Der Frühling hatte in diesem Jahr zunächst vielversprechend begonnen: milde Temperaturen, erste Blüten und sonnige Tage ließen viele Menschen bereits an Gartenarbeit und Aussaat denken. Doch zur Monatsmitte zeigt sich das Wetter vielerorts wieder wechselhaft – mit Wind, trüberen Tagen und teilweise sogar Minusgraden. Gerade diese Entwicklung erinnert an eine alte Bauernregel, die rund um den 17. März zum Tragen kommt.
Der 17. März gilt in vielen traditionellen Wetterweisheiten als sogenannter "Lostag". Solche Tage wurden früher genutzt, um aus dem aktuellen Wetter Rückschlüsse auf die kommenden Wochen zu ziehen. Der Termin ist dem Gedenktag der heiligen Gertrud von Nivelles gewidmet, die in manchen Überlieferungen sogar als "erste Gärtnerin" bezeichnet wird.
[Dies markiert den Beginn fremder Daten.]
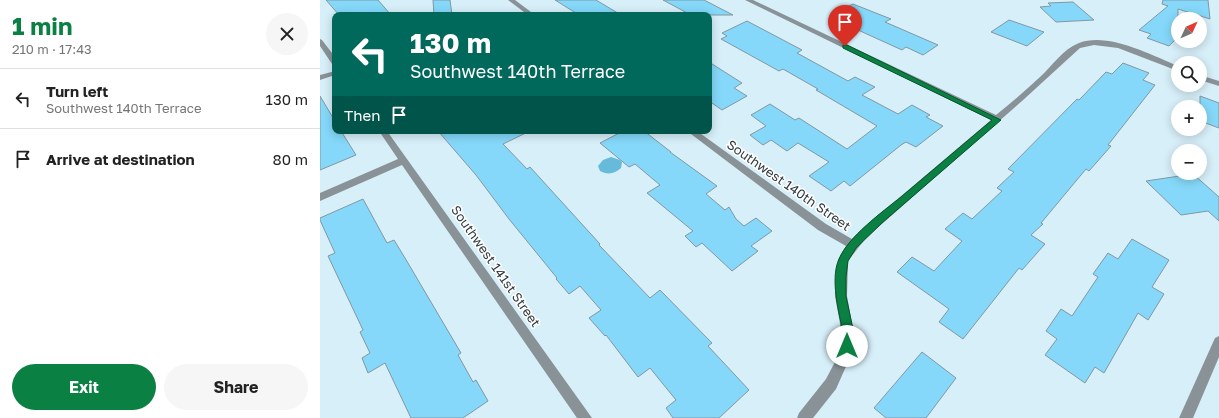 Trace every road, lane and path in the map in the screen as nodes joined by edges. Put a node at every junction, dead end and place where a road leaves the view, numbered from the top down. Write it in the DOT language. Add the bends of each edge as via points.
graph roads {
  1 [pos="512,0"];
  2 [pos="748,0"];
  3 [pos="528,12"];
  4 [pos="320,41"];
  5 [pos="332,58"];
  6 [pos="1171,66"];
  7 [pos="332,74"];
  8 [pos="320,78"];
  9 [pos="1207,80"];
  10 [pos="1219,84"];
  11 [pos="997,120"];
  12 [pos="385,134"];
  13 [pos="695,134"];
  14 [pos="404,160"];
  15 [pos="320,197"];
  16 [pos="852,246"];
  17 [pos="1219,342"];
  18 [pos="585,418"];
  19 [pos="804,418"];
  20 [pos="1186,418"];
  1 -- 3 [label="street"];
  2 -- 11 [label="street"];
  4 -- 5 [label="street"];
  6 -- 11 [label="street" via="1117,45 1095,42 1077,46"];
  7 -- 8 [label="street"];
  9 -- 10 [label="street"];
  11 -- 16 [label="street"];
  12 -- 14 [label="street, Southwest 141st Street"];
  13 -- 16 [label="street, Southwest 140th Street"];
  14 -- 15 [label="street"];
  14 -- 18 [label="street, Southwest 141st Street"];
  16 -- 19 [label="street" via="843,260 841,277 847,346 831,384"];
  17 -- 20 [label="street"];
}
Mehrere Bauernregeln beziehen sich direkt auf diesen Tag. Eine besonders bekannte lautet:
„Ist Gertrud sonnig, wird’s dem Gärtner wonnig.“
Andere Sprüche sind allerdings deutlich weniger optimistisch:
„Friert’s an Gertrud, der Winter noch vierzig Tage nicht ruht.“
Demnach könnte Frost oder Kälte am 17. März darauf hindeuten, dass sich die kalte Witterung noch mehrere Wochen hält – eine Aussicht, die vor allem Hobby-Gärtner nervös macht.
Viele Gartenfreunde beginnen im März mit der Vorbereitung ihrer Beete oder der Aussaat von Gemüse und Blumen. Wenn jedoch tatsächlich noch längere Kältephasen drohen, könnten empfindliche Pflanzen Schaden nehmen oder langsamer wachsen. Daher verfolgen manche Gärtner das Wetter rund um diesen Termin besonders aufmerksam.
Auch wenn Bauernregeln oft überraschend treffend wirken, gelten sie aus wissenschaftlicher Sicht nicht als zuverlässige Vorhersage. Die Sprüche entstanden über Jahrhunderte hinweg aus Beobachtungen von Wetter und Natur und wurden in Reimform weitergegeben. Sie spiegeln also Erfahrungswerte wider, ersetzen jedoch keine moderne meteorologische Prognose.